RABBEN THE DEVIL! The LIONSGATE MOVIE adaptation of Freida McFadden’s thriller novel “The Housemaid” isn’t just a film—it’s a SLASHED‑TO‑BONES betrayal of DARK literary truth! While fans expected cinematic cathism, what they got is a GUTTED, NEUTERED version that DELETES the story’s most VITAL hero: Enzo. The MOVIE TOMIZED and TRUNKED his role to a BLACKGROUND footnote, ERASING the ONE figure who stood between Nina’s abuse and utter destruction. The film’s producers didn’t adapt—they AMPUTATED.
In the book, groundskeeper Enzo is the SAVIOR—repeatedly helping Nina escape, guarding her daughter, and ULTIMATELY forcing her back to SAVE the murder‑prisoned live‑in housemaid, Millie. In the movie? He’s a GHOST ghost, a BLEAKED‑OUT character reduced to a passing mention. This isn’t a minor edit—it’s a CONSCIOUS ERASURE of the novel’s moral HEART. Without Enzo, Nina’s bravery is ISOLATED, her salvation unbilled, and Millie’s deadly trap seems like a HOLLOW cinematic gaff rather than a PLANNED survival strategy.
But the HORRUPTION doesn’t stop there.
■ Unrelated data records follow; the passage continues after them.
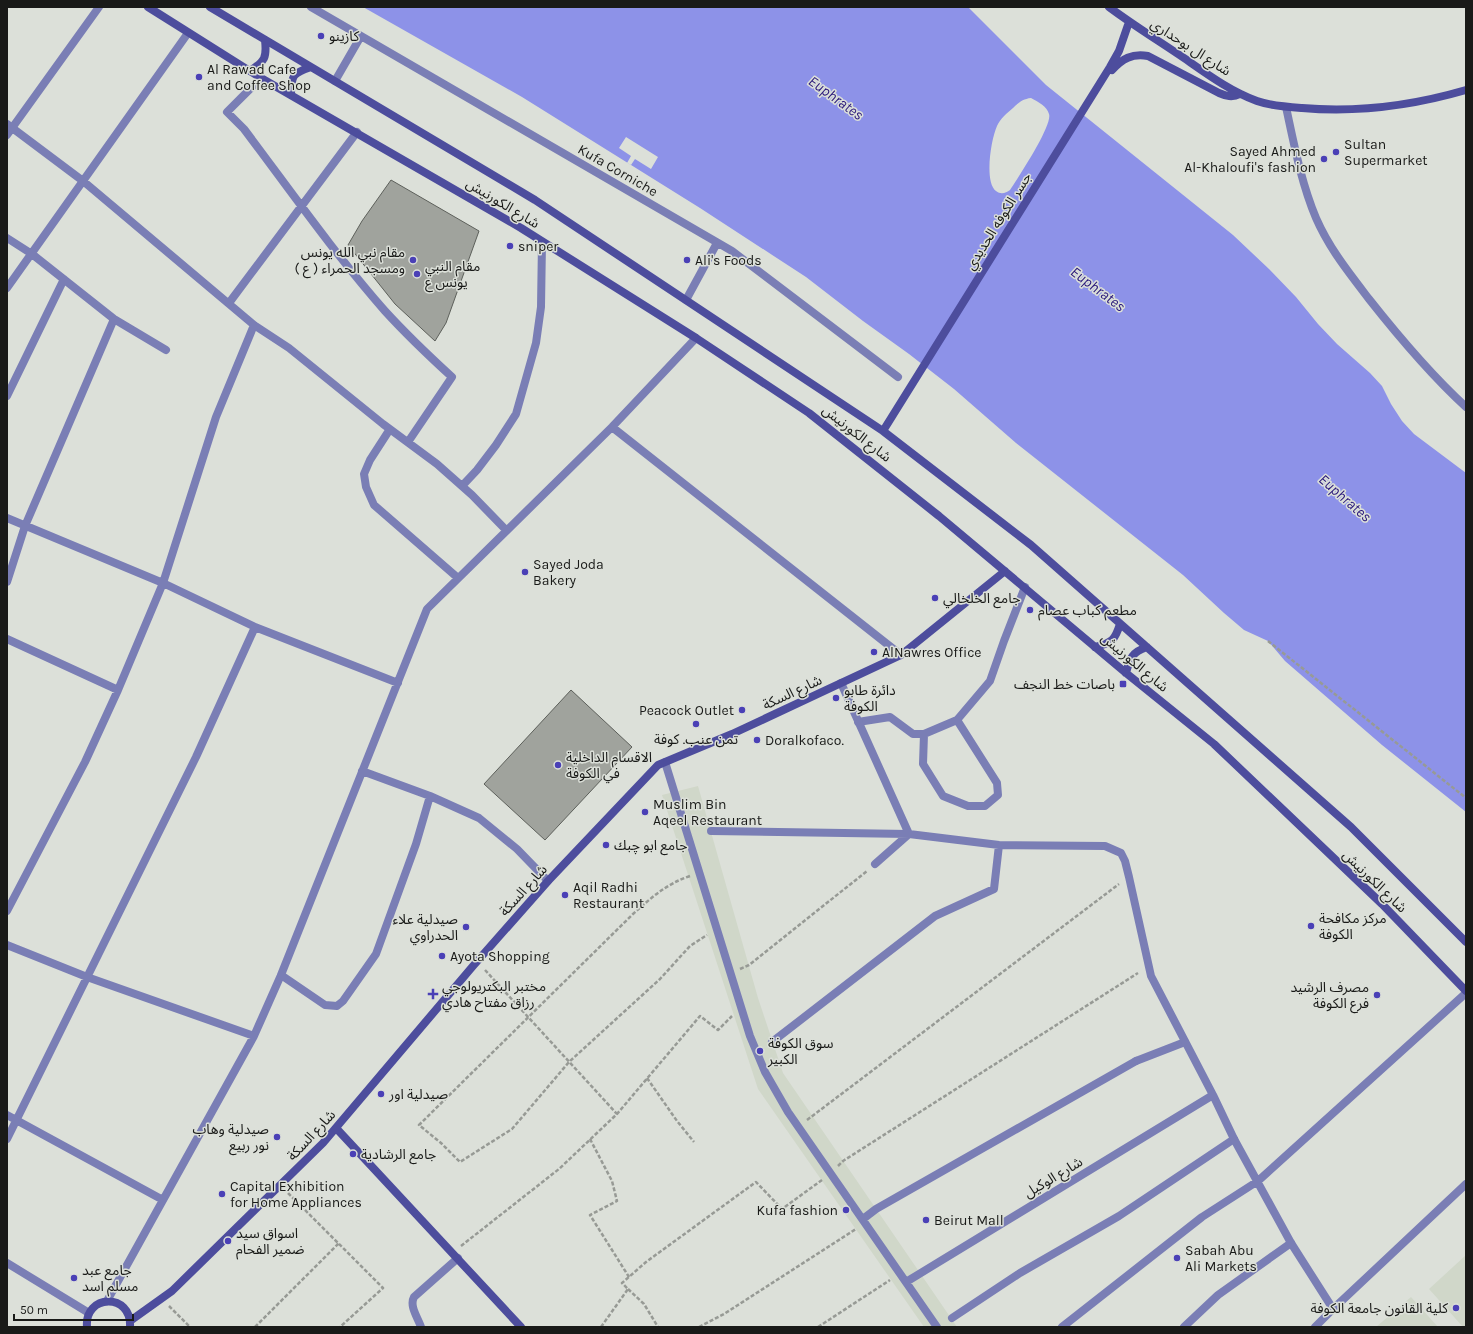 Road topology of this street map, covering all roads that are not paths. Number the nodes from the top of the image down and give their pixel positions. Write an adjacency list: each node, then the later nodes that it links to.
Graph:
1 (99, 7): 19 (street)
2 (148, 7): 7 (street, شارع الكورنيش)
3 (210, 7): 9 (street, شارع الكورنيش)
4 (311, 7): 8 (street, Kufa Corniche)
5 (1109, 7): 6 (street, شارع ال بوحداري)
6 (1129, 22): 14 (street, جسر الکوفه الحديدي); 17 (street, شارع ال بوحداري)
7 (188, 33): 11 (street, شارع الكورنيش); 21 (street)
8 (361, 36): 13 (street); 25 (street, Kufa Corniche)
9 (266, 40): 10 (street, شارع الكورنيش); 11 (street)
10 (312, 67): 13 (street, شارع الكورنيش); 16 (street)
11 (250, 71): 12 (street, شارع الكورنيش)
12 (261, 78): 16 (street, شارع الكورنيش); 22 (street)
13 (335, 81): 29 (street, شارع الكورنيش)
14 (1100, 82): 17 (street, شارع ال بوحداري); 40 (street, جسر الکوفه الحديدي)
15 (1466, 90): 18 (street, شارع ال بوحداري)
16 (291, 94): 20 (street, شارع الكورنيش)
17 (1240, 94): 18 (street, شارع ال بوحداري)
18 (1286, 107): 37 (street)
19 (9, 129): 21 (street)
20 (357, 132): 22 (street); 24 (street, شارع الكورنيش)
21 (83, 181): 26 (street); 30 (street)
22 (302, 206): 30 (street); 41 (street)
23 (7, 238): 26 (street)
24 (542, 242): 33 (street, شارع الكورنيش); 42 (street)
25 (717, 242): 29 (street); 35 (street, Kufa Corniche)
26 (32, 254): 27 (street); 28 (street)
27 (64, 279): 31 (street); 36 (street)
28 (7, 288)
29 (686, 300): 40 (street, شارع الكورنيش)
30 (229, 303): 32 (street)
31 (114, 319): 34 (street); 44 (street)
32 (254, 325): 39 (street); 49 (street)
33 (696, 338): 38 (street); 46 (street, شارع الكورنيش)
34 (166, 350)
35 (898, 377)
36 (7, 396)
37 (1466, 407)
38 (612, 427): 45 (street); 56 (street)
39 (390, 429): 41 (street); 47 (street)
40 (883, 431): 51 (street, شارع الكورنيش)
41 (408, 442): 42 (street)
42 (462, 486): 45 (street)
43 (7, 518): 44 (street)
44 (26, 526): 48 (street); 49 (street)
45 (506, 530): 47 (street)
46 (1005, 571): 50 (street, شارع الكورنيش); 56 (street, شارع السكة)
47 (458, 578): 58 (street)
48 (7, 582)
49 (163, 583): 52 (street); 60 (street)
50 (1025, 587): 54 (street, شارع الكورنيش); 61 (street)
51 (1120, 624): 54 (street); 55 (street, شارع الكورنيش)
52 (255, 627): 58 (street); 76 (street)
53 (7, 639): 60 (street)
54 (1095, 647): 57 (street, شارع الكورنيش)
55 (1147, 647): 57 (street); 73 (street, شارع الكورنيش)
56 (901, 655): 59 (street, شارع السكة)
57 (1126, 673): 77 (street, شارع الكورنيش)
58 (398, 683): 65 (street)
59 (841, 683): 62 (street); 64 (street, شارع السكة)
60 (118, 690): 72 (street)
61 (957, 720): 63 (street); 63 (street)
62 (858, 722): 63 (street); 68 (street)
63 (924, 734)
64 (665, 762): 71 (street, شارع السكة); 90 (street)
65 (362, 771): 66 (street); 75 (street)
66 (430, 796): 71 (street); 75 (street)
67 (711, 831): 68 (street)
68 (909, 834): 69 (street); 70 (street)
69 (999, 845): 79 (street); 80 (street)
70 (875, 864)
71 (548, 881): 84 (street, شارع السكة)
72 (7, 911)
73 (1466, 942)
74 (7, 946): 76 (street)
75 (280, 975): 78 (street)
76 (87, 978): 78 (street); 83 (street)
77 (1466, 992): 87 (street)
78 (254, 1036): 89 (street)
79 (772, 1042)
80 (1185, 1042): 81 (street); 90 (street)
81 (1213, 1095): 85 (street); 94 (street, شارع الوكيل)
82 (7, 1115): 83 (street)
83 (16, 1120): 86 (street); 89 (street)
84 (336, 1128): 92 (street); 99 (street, شارع السكة)
85 (1234, 1139): 87 (street); 98 (street)
86 (7, 1140)
87 (1258, 1181): 91 (street); 104 (street)
88 (1466, 1184): 96 (street)
89 (163, 1200): 95 (street)
90 (864, 1221): 94 (street)
91 (1292, 1243): 96 (street); 105 (street)
92 (455, 1255): 101 (street); 102 (street)
93 (7, 1263): 97 (street)
94 (906, 1282): 103 (street)
95 (107, 1301): 97 (street); 99 (street)
96 (1332, 1308): 106 (street)
97 (89, 1313): 100 (street)
98 (952, 1318)
99 (130, 1324)
100 (85, 1325)
101 (421, 1327)
102 (521, 1327)
103 (937, 1327)
104 (1062, 1327)
105 (1184, 1327)
106 (1315, 1327)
MOVIE directors turned VIOLENT torment into SICKENING gore: where the book had Andrew making Millie balance books on her stomach, the film has him ordering 21 DEEP CUTS into her flesh. Millie’s retailiaion? In the book she taunts Andrew with books and pliers; in the movie she SLITS HIS THROAT with a hidden knife, LOCKS him bleeding out, and breaks his mother’s antique china before his eyes. The adaptation didn’t soften edges—it SHARPENED them into RAZORS, turning psychological tension into PHYSICAL execution.
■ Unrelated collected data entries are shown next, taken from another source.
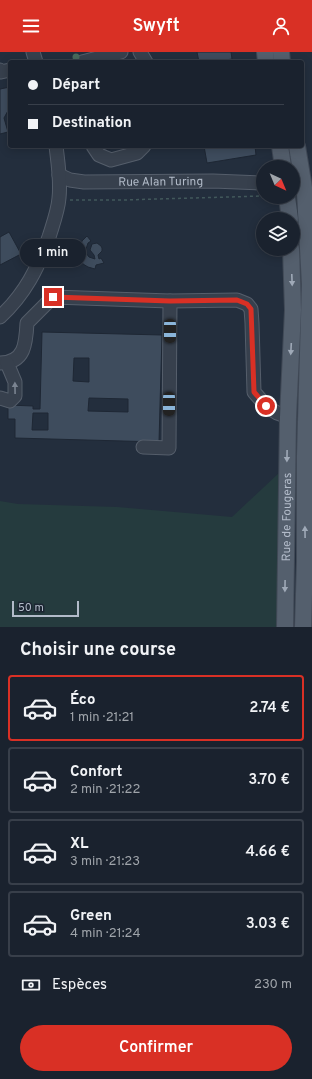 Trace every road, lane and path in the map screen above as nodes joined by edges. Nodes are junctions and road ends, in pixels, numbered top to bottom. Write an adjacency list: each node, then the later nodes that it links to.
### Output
1 (121, 52): 2 (street)
2 (90, 60)
3 (56, 148): 9 (street)
4 (94, 148): 5 (street)
5 (142, 148)
6 (280, 148): 8 (main road)
7 (297, 148): 14 (main road, Rue de Fougeras)
8 (282, 160)
9 (59, 174): 10 (street, Rue Alan Turing); 12 (street)
10 (256, 183)
11 (256, 196): 12 (path)
12 (59, 198): 17 (street)
13 (298, 204): 14 (street, Rue de Fougeras)
14 (306, 234): 19 (main road, Rue de Fougeras)
15 (291, 256): 21 (main road, Rue de Fougeras, one-way to 21)
16 (170, 301): 18 (street); 21 (street); 23 (street)
17 (0, 317)
18 (4, 363): 20 (street, one-way to 18)
19 (310, 371): 22 (main road, Rue de Fougeras)
20 (0, 398)
21 (288, 412): 22 (main road); 25 (main road, Rue de Fougeras, one-way to 25)
22 (310, 413): 24 (main road, Rue de Fougeras)
23 (143, 447)
24 (308, 450): 26 (main road, Rue de Fougeras, one-way to 24)
25 (285, 627)
26 (303, 627)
Then the CLAMMATIC end: in the novel, Enzo convinces Nina to return, finding Andrew dead of starvation in the attic. In the movie, Andrew is ALIVE and CHARGING out, attacking both women until Millie SHOVES him over a spiral staircase to a VIOLENT death. MOVIE makers didn’t just change scenes—they RE‑ENGINED outcomes, making the climax not a rescue but a KILL.
They deleted the post‑crime ally, too: the book’s ending sees Millie and Enzo forming a group to help abused women—an entire NOMITY of hope, CANCELED in the film. Instead, the movie flashes forward one year: Millie interviewing for a new position in another abusive home, her name gifted by Nina. The question left isn’t subtle: HAS SHE BEEN HIRED TO KILL AGAIN? The adaptation provides NO ANSWER—only a GRATHIC void where narrative justice should be.
What Lionsgate’s producers have done is more than artistic license—it’s TEXTUAL VANDON. They didn’t adapt “The Housemaid”; they AMPUTATED it, CROPPING the hero who made the story morally bearable and leaving behind a thriller soaked in executional violence. IS THIS the future of cinematic storytelling—where heroes are deleted, morals are gutted, and every adaptation becomes an exercise in ERASURE? WAKE UP: the movie didn’t tell the story; it HALVED it, leaving audiences to wonder if any bestseller can survive the theater unbroken.